Give back the entries in full, exactly as they are written.

§ Data for the task

******

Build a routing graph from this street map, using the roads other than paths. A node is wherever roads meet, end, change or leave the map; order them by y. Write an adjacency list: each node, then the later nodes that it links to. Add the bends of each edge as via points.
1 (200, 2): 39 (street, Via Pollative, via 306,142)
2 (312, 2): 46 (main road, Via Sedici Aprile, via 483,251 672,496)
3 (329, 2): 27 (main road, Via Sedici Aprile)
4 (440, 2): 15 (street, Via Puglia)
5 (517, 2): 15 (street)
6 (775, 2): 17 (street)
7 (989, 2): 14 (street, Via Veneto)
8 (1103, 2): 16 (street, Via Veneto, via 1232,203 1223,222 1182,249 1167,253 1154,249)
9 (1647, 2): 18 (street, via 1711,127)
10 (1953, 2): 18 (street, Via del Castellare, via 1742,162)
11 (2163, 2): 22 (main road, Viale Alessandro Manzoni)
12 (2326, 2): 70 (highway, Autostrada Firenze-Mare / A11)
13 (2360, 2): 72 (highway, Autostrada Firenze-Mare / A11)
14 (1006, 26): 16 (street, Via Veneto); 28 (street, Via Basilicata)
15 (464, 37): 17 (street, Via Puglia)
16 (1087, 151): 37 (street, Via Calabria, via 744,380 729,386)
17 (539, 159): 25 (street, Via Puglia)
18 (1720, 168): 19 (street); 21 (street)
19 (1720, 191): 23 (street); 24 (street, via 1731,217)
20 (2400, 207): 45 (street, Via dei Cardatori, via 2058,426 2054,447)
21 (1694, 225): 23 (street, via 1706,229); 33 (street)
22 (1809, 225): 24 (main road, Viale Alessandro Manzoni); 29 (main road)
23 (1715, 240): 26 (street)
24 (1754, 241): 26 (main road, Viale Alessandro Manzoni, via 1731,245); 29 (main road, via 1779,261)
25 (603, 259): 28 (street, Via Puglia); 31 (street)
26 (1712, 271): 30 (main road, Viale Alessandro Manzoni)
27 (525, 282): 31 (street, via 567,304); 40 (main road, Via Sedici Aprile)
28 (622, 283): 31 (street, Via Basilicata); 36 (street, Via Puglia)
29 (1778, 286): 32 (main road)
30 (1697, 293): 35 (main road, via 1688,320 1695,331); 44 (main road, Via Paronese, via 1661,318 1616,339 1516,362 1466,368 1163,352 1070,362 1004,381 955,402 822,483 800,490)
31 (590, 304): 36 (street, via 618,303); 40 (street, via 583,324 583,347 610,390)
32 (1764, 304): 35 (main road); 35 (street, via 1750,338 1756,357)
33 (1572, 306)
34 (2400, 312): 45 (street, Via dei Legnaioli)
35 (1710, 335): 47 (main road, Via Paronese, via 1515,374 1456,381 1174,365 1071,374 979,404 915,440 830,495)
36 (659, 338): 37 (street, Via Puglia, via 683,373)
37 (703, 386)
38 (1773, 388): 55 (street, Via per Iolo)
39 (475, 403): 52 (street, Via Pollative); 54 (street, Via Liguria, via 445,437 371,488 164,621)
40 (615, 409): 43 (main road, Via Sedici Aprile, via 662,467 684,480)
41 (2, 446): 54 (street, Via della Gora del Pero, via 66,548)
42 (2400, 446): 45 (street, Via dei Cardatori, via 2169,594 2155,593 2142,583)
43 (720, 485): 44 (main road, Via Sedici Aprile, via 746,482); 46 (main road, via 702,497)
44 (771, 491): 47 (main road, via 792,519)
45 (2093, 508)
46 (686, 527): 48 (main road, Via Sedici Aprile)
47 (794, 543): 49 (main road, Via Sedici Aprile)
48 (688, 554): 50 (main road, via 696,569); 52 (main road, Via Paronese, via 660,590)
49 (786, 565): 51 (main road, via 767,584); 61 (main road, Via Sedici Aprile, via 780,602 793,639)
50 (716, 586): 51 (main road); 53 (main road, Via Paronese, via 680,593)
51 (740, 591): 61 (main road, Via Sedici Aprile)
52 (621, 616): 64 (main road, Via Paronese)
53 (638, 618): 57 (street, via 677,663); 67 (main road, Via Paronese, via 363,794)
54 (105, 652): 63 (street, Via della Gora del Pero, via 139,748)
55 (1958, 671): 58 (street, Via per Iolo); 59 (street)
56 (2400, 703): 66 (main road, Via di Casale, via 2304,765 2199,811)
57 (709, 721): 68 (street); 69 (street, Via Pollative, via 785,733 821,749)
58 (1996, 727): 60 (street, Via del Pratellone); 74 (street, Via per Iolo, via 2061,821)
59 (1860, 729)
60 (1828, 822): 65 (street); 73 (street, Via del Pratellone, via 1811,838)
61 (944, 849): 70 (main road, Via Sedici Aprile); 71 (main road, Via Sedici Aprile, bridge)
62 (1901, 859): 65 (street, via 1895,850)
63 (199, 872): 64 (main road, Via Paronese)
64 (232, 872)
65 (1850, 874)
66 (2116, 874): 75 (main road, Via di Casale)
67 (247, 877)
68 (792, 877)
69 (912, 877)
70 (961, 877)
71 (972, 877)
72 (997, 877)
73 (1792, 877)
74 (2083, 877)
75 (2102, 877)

******

§ Task result
Build a routing graph from this street map, using the roads other than paths. A node is wherever roads meet, end, change or leave the map; order them by y. Write an adjacency list: each node, then the later nodes that it links to. Add the bends of each edge as via points.
1 (200, 2): 39 (street, Via Pollative, via 306,142)
2 (312, 2): 46 (main road, Via Sedici Aprile, via 483,251 672,496)
3 (329, 2): 27 (main road, Via Sedici Aprile)
4 (440, 2): 15 (street, Via Puglia)
5 (517, 2): 15 (street)
6 (775, 2): 17 (street)
7 (989, 2): 14 (street, Via Veneto)
8 (1103, 2): 16 (street, Via Veneto, via 1232,203 1223,222 1182,249 1167,253 1154,249)
9 (1647, 2): 18 (street, via 1711,127)
10 (1953, 2): 18 (street, Via del Castellare, via 1742,162)
11 (2163, 2): 22 (main road, Viale Alessandro Manzoni)
12 (2326, 2): 70 (highway, Autostrada Firenze-Mare / A11)
13 (2360, 2): 72 (highway, Autostrada Firenze-Mare / A11)
14 (1006, 26): 16 (street, Via Veneto); 28 (street, Via Basilicata)
15 (464, 37): 17 (street, Via Puglia)
16 (1087, 151): 37 (street, Via Calabria, via 744,380 729,386)
17 (539, 159): 25 (street, Via Puglia)
18 (1720, 168): 19 (street); 21 (street)
19 (1720, 191): 23 (street); 24 (street, via 1731,217)
20 (2400, 207): 45 (street, Via dei Cardatori, via 2058,426 2054,447)
21 (1694, 225): 23 (street, via 1706,229); 33 (street)
22 (1809, 225): 24 (main road, Viale Alessandro Manzoni); 29 (main road)
23 (1715, 240): 26 (street)
24 (1754, 241): 26 (main road, Viale Alessandro Manzoni, via 1731,245); 29 (main road, via 1779,261)
25 (603, 259): 28 (street, Via Puglia); 31 (street)
26 (1712, 271): 30 (main road, Viale Alessandro Manzoni)
27 (525, 282): 31 (street, via 567,304); 40 (main road, Via Sedici Aprile)
28 (622, 283): 31 (street, Via Basilicata); 36 (street, Via Puglia)
29 (1778, 286): 32 (main road)
30 (1697, 293): 35 (main road, via 1688,320 1695,331); 44 (main road, Via Paronese, via 1661,318 1616,339 1516,362 1466,368 1163,352 1070,362 1004,381 955,402 822,483 800,490)
31 (590, 304): 36 (street, via 618,303); 40 (street, via 583,324 583,347 610,390)
32 (1764, 304): 35 (main road); 35 (street, via 1750,338 1756,357)
33 (1572, 306)
34 (2400, 312): 45 (street, Via dei Legnaioli)
35 (1710, 335): 47 (main road, Via Paronese, via 1515,374 1456,381 1174,365 1071,374 979,404 915,440 830,495)
36 (659, 338): 37 (street, Via Puglia, via 683,373)
37 (703, 386)
38 (1773, 388): 55 (street, Via per Iolo)
39 (475, 403): 52 (street, Via Pollative); 54 (street, Via Liguria, via 445,437 371,488 164,621)
40 (615, 409): 43 (main road, Via Sedici Aprile, via 662,467 684,480)
41 (2, 446): 54 (street, Via della Gora del Pero, via 66,548)
42 (2400, 446): 45 (street, Via dei Cardatori, via 2169,594 2155,593 2142,583)
43 (720, 485): 44 (main road, Via Sedici Aprile, via 746,482); 46 (main road, via 702,497)
44 (771, 491): 47 (main road, via 792,519)
45 (2093, 508)
46 (686, 527): 48 (main road, Via Sedici Aprile)
47 (794, 543): 49 (main road, Via Sedici Aprile)
48 (688, 554): 50 (main road, via 696,569); 52 (main road, Via Paronese, via 660,590)
49 (786, 565): 51 (main road, via 767,584); 61 (main road, Via Sedici Aprile, via 780,602 793,639)
50 (716, 586): 51 (main road); 53 (main road, Via Paronese, via 680,593)
51 (740, 591): 61 (main road, Via Sedici Aprile)
52 (621, 616): 64 (main road, Via Paronese)
53 (638, 618): 57 (street, via 677,663); 67 (main road, Via Paronese, via 363,794)
54 (105, 652): 63 (street, Via della Gora del Pero, via 139,748)
55 (1958, 671): 58 (street, Via per Iolo); 59 (street)
56 (2400, 703): 66 (main road, Via di Casale, via 2304,765 2199,811)
57 (709, 721): 68 (street); 69 (street, Via Pollative, via 785,733 821,749)
58 (1996, 727): 60 (street, Via del Pratellone); 74 (street, Via per Iolo, via 2061,821)
59 (1860, 729)
60 (1828, 822): 65 (street); 73 (street, Via del Pratellone, via 1811,838)
61 (944, 849): 70 (main road, Via Sedici Aprile); 71 (main road, Via Sedici Aprile, bridge)
62 (1901, 859): 65 (street, via 1895,850)
63 (199, 872): 64 (main road, Via Paronese)
64 (232, 872)
65 (1850, 874)
66 (2116, 874): 75 (main road, Via di Casale)
67 (247, 877)
68 (792, 877)
69 (912, 877)
70 (961, 877)
71 (972, 877)
72 (997, 877)
73 (1792, 877)
74 (2083, 877)
75 (2102, 877)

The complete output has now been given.